Adelrune se sentait pris dans un filet tressé de mots, qui s’emmêlait davantage chaque fois qu’il essayait d’avancer. Était-ce une autre partie des préliminaires, une danse de mots qu’il devait suivre, ou un genre de sort néfaste ? Il décida de laisser Keokle continuer à radoter. Il se rappelait la leçon de Sire Vulkavar et du conseil des Élendils : respecte les convenances tant qu’elles ne t’égarent pas – et quand vient le temps, sache couper la parole aux autres, par le tranchant de l’acier si tu le dois.

Keokle s’était perché sur un haut tabouret ; il avait baissé le regard sur ses doigts qui s’entrelaçaient nerveusement.

— Quand j’ai fabriqué ta mère, commença-t-il à voix basse, quand je l’ai façonnée de porcelaine, de bois, de tissu, de cheveux de bébé, je n’avais pas de mauvaises intentions.
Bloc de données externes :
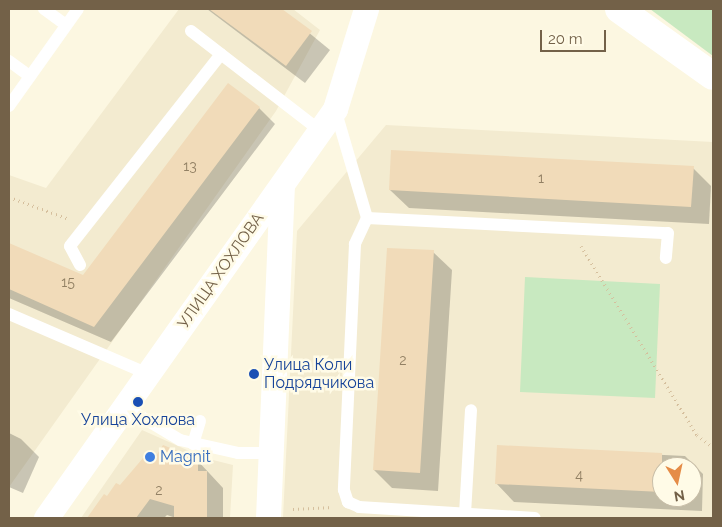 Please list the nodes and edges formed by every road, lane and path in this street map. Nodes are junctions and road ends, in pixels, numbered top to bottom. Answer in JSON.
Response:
{"nodes":[{"id":1,"x":44,"y":9,"type":"edge"},
{"id":2,"x":78,"y":9,"type":"edge"},
{"id":3,"x":366,"y":9,"type":"edge"},
{"id":4,"x":619,"y":9,"type":"edge"},
{"id":5,"x":66,"y":25,"type":"junction"},
{"id":6,"x":191,"y":31,"type":"dead end"},
{"id":7,"x":221,"y":54,"type":"junction"},
{"id":8,"x":9,"y":61,"type":"edge"},
{"id":9,"x":30,"y":76,"type":"junction"},
{"id":10,"x":713,"y":76,"type":"edge"},
{"id":11,"x":9,"y":106,"type":"edge"},
{"id":12,"x":335,"y":109,"type":"junction"},
{"id":13,"x":319,"y":130,"type":"junction"},
{"id":14,"x":282,"y":186,"type":"junction"},
{"id":15,"x":9,"y":197,"type":"edge"},
{"id":16,"x":367,"y":218,"type":"junction"},
{"id":17,"x":86,"y":226,"type":"junction"},
{"id":18,"x":570,"y":228,"type":"junction"},
{"id":19,"x":235,"y":253,"type":"junction"},
{"id":20,"x":666,"y":258,"type":"dead end"},
{"id":21,"x":80,"y":265,"type":"dead end"},
{"id":22,"x":278,"y":272,"type":"junction"},
{"id":23,"x":9,"y":314,"type":"edge"},
{"id":24,"x":148,"y":374,"type":"junction"},
{"id":25,"x":125,"y":407,"type":"junction"},
{"id":26,"x":471,"y":410,"type":"dead end"},
{"id":27,"x":200,"y":421,"type":"dead end"},
{"id":28,"x":193,"y":444,"type":"junction"},
{"id":29,"x":713,"y":447,"type":"edge"},
{"id":30,"x":271,"y":453,"type":"junction"},
{"id":31,"x":359,"y":507,"type":"junction"},
{"id":32,"x":293,"y":509,"type":"dead end"},
{"id":33,"x":465,"y":514,"type":"junction"},
{"id":34,"x":46,"y":518,"type":"edge"},
{"id":35,"x":268,"y":518,"type":"edge"},
{"id":36,"x":535,"y":518,"type":"edge"}],
"edges":[{"from":1,"to":5,"type":"lane"},
{"from":2,"to":5,"type":"lane"},
{"from":3,"to":12,"type":"street","name":"УЛИЦА ХОХЛОВА"},
{"from":4,"to":10,"type":"street"},
{"from":5,"to":9,"type":"lane"},
{"from":6,"to":7,"type":"lane"},
{"from":7,"to":13,"type":"lane"},
{"from":7,"to":17,"type":"lane"},
{"from":8,"to":9,"type":"lane"},
{"from":9,"to":11,"type":"lane"},
{"from":12,"to":13,"type":"street","name":"УЛИЦА ХОХЛОВА"},
{"from":12,"to":16,"type":"lane"},
{"from":13,"to":14,"type":"street","name":"УЛИЦА ХОХЛОВА"},
{"from":14,"to":19,"type":"street","name":"УЛИЦА ХОХЛОВА"},
{"from":14,"to":22,"type":"street"},
{"from":15,"to":17,"type":"path"},
{"from":16,"to":18,"type":"lane"},
{"from":16,"to":31,"type":"lane"},
{"from":17,"to":21,"type":"lane"},
{"from":18,"to":20,"type":"lane"},
{"from":18,"to":29,"type":"path"},
{"from":19,"to":22,"type":"street"},
{"from":19,"to":24,"type":"street","name":"УЛИЦА ХОХЛОВА"},
{"from":22,"to":30,"type":"street"},
{"from":23,"to":24,"type":"lane"},
{"from":24,"to":25,"type":"street","name":"УЛИЦА ХОХЛОВА"},
{"from":25,"to":28,"type":"lane"},
{"from":25,"to":34,"type":"street","name":"УЛИЦА ХОХЛОВА"},
{"from":26,"to":33,"type":"lane"},
{"from":27,"to":28,"type":"lane"},
{"from":28,"to":30,"type":"lane"},
{"from":30,"to":35,"type":"street"},
{"from":31,"to":32,"type":"path"},
{"from":31,"to":33,"type":"lane"},
{"from":33,"to":36,"type":"lane"}]} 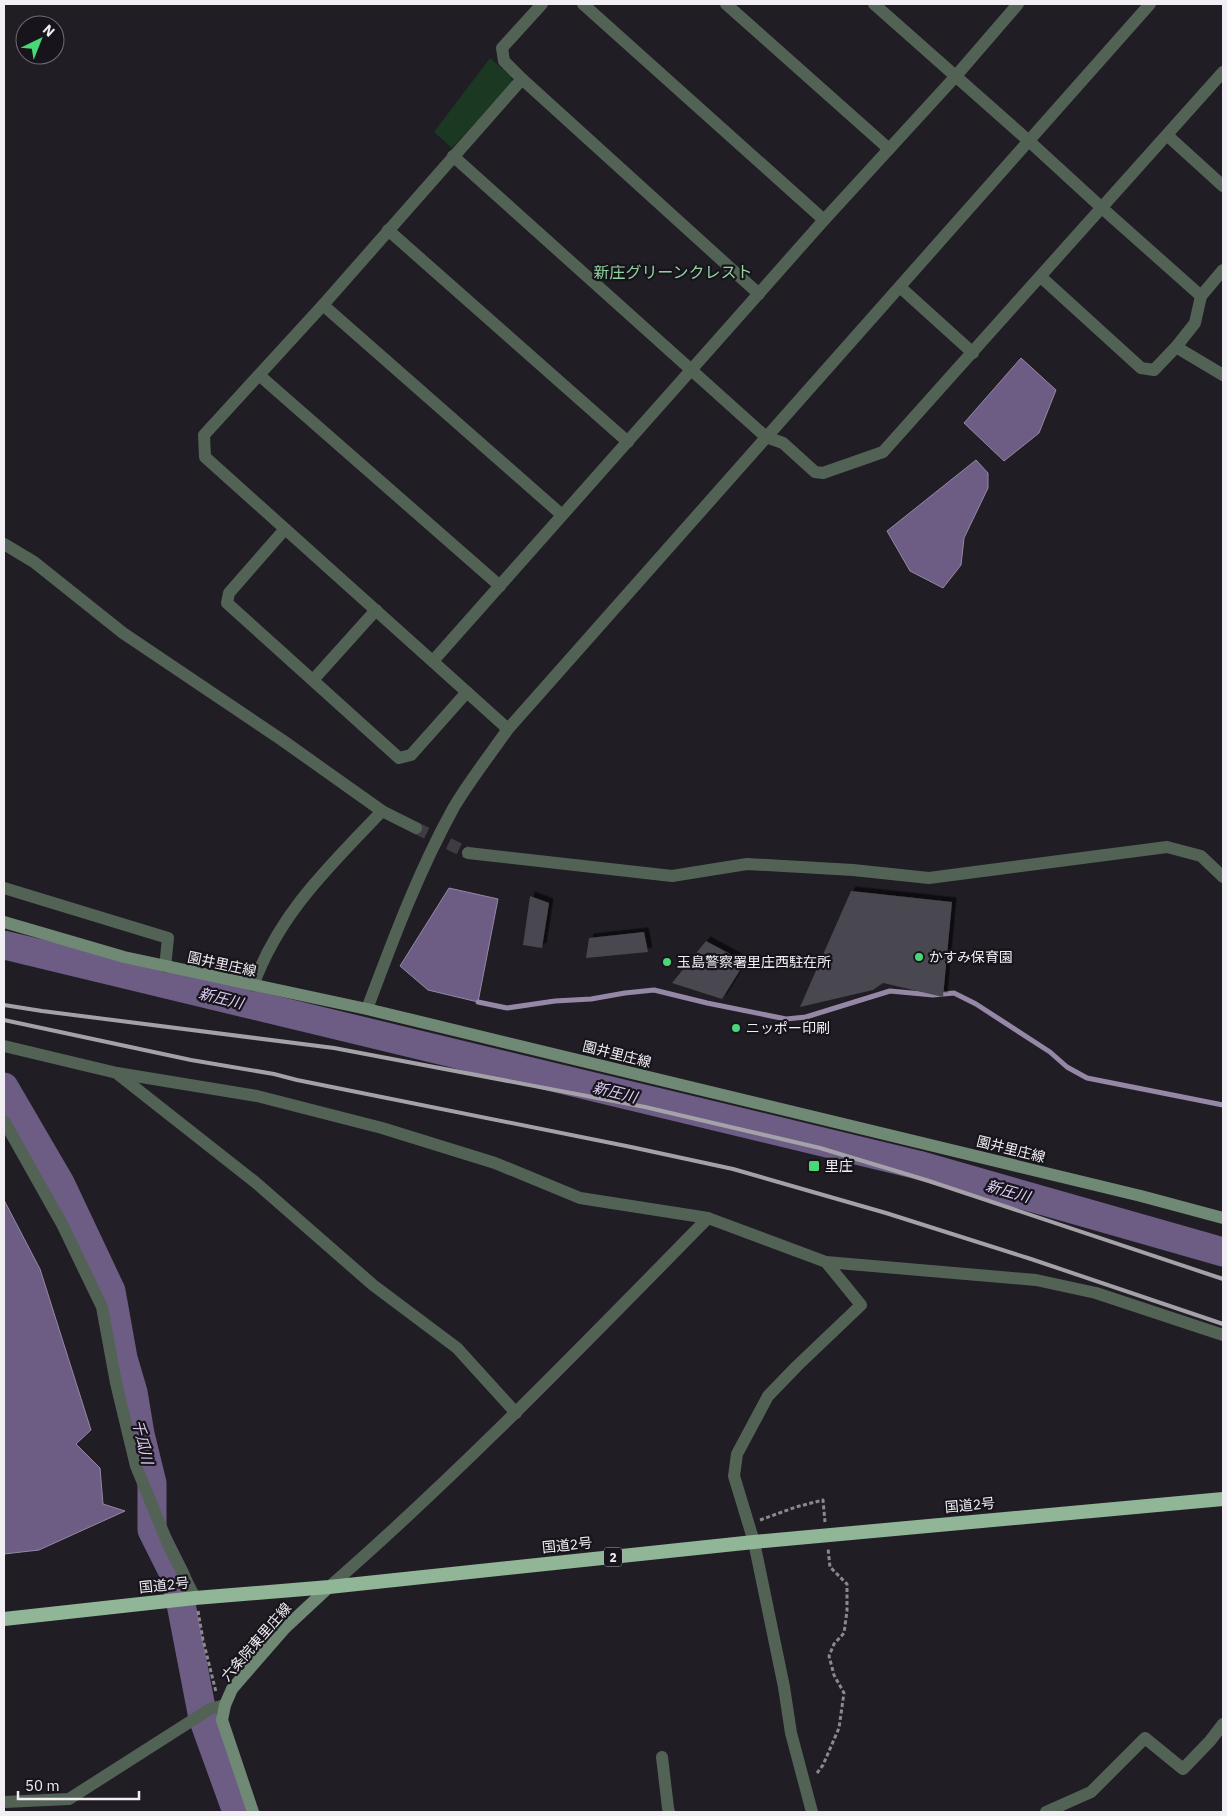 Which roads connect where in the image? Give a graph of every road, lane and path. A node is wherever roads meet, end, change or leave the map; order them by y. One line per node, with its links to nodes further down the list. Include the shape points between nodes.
1 (542, 4): 9 (street, via 502,48 504,61)
2 (583, 4): 16 (street)
3 (726, 4): 12 (street)
4 (874, 4): 8 (street)
5 (1150, 4): 11 (street)
6 (1015, 5): 8 (street)
7 (1223, 72): 10 (street)
8 (955, 76): 11 (street); 12 (street)
9 (522, 79): 13 (street); 21 (street)
10 (1168, 136): 14 (street); 15 (street)
11 (1030, 142): 15 (street); 20 (street)
12 (889, 149): 16 (street)
13 (453, 156): 17 (street); 26 (street)
14 (1223, 186)
15 (1102, 208): 19 (street); 22 (street)
16 (824, 220): 21 (street)
17 (388, 230): 23 (street); 30 (street)
18 (1223, 270): 22 (street)
19 (1040, 278): 24 (street, via 1141,368 1154,370); 25 (street)
20 (900, 287): 25 (street); 29 (street)
21 (759, 294): 26 (street)
22 (1201, 296): 24 (street, via 1196,323)
23 (323, 305): 28 (street); 31 (street)
24 (1176, 347): 27 (street)
25 (973, 353): 29 (street, via 883,452 823,473 815,472 783,443)
26 (692, 370): 29 (street); 30 (street)
27 (1223, 374)
28 (260, 375): 32 (street, via 204,435 204,457); 34 (street)
29 (766, 437): 39 (street)
30 (628, 442): 31 (street)
31 (562, 514): 34 (street)
32 (285, 529): 35 (street); 37 (street, via 229,593 227,603)
33 (4, 544): 40 (street, via 34,562 123,634)
34 (500, 586): 36 (street)
35 (376, 610): 36 (street); 37 (street)
36 (433, 661): 38 (street)
37 (313, 680): 38 (street, via 399,758 411,755)
38 (467, 692): 39 (street)
39 (508, 729): 48 (street, via 455,806 427,858)
40 (382, 811): 41 (street); 47 (street, via 290,913 262,962)
41 (416, 828)
42 (468, 853): 43 (street, via 672,876 747,864 929,878 1167,848 1201,856)
43 (1223, 877)
44 (4, 888): 46 (street, via 168,938)
45 (4, 922): 46 (main road, 園井里庄線)
46 (166, 967): 47 (main road, 園井里庄線)
47 (253, 986): 48 (main road, 園井里庄線)
48 (367, 1009): 53 (main road, 園井里庄線)
49 (4, 1046): 50 (street)
50 (117, 1073): 52 (street, via 257,1096 382,1128 495,1163 580,1198); 56 (street, via 255,1182 373,1284 457,1348)
51 (5, 1128): 63 (street, via 62,1224 102,1306 136,1466 168,1544)
52 (708, 1218): 54 (street); 56 (street)
53 (1223, 1218)
54 (826, 1262): 55 (street, via 1036,1280 1096,1293); 59 (street, via 861,1305 768,1396 737,1454 734,1476)
55 (1223, 1335)
56 (516, 1414): 62 (street)
57 (1223, 1499): 60 (highway, 国道2号 / 2)
58 (823, 1500): 59 (path)
59 (749, 1524): 60 (street)
60 (754, 1542): 62 (highway, 国道2号 / 2); 68 (street, via 791,1733)
61 (830, 1567): 68 (path, via 847,1584 844,1632 829,1656 834,1675 844,1693 839,1728 823,1765)
62 (329, 1587): 63 (highway, 国道2号 / 2); 65 (main road, 六条院東里庄線, via 284,1628 232,1690)
63 (196, 1598): 64 (highway, 国道2号 / 2); 65 (path, via 202,1640 216,1692)
64 (4, 1619)
65 (225, 1705): 69 (street, via 210,1709 69,1799); 70 (main road, via 222,1720)
66 (1223, 1724): 73 (street, via 1183,1770 1146,1738 1091,1792)
67 (662, 1757): 71 (street)
68 (806, 1788): 72 (street)
69 (4, 1802)
70 (254, 1812)
71 (670, 1812)
72 (812, 1812)
73 (1046, 1812)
Le cinquante-huitième Précepte nous met en garde contre la sorcellerie en général, mais il y a des exceptions. Saint Pancratus, après tout, usa bel et bien d’un enchantement pour abriter sa maisonnée durant la Guerre des Flammes, comme le Didacteur Kottin nous l’apprend dans ses Commentaires. De même pour le Didacteur Renuil, qui, selon deux sources indépendantes et dignes de foi, possédait des connaissances approfondies en sorcellerie.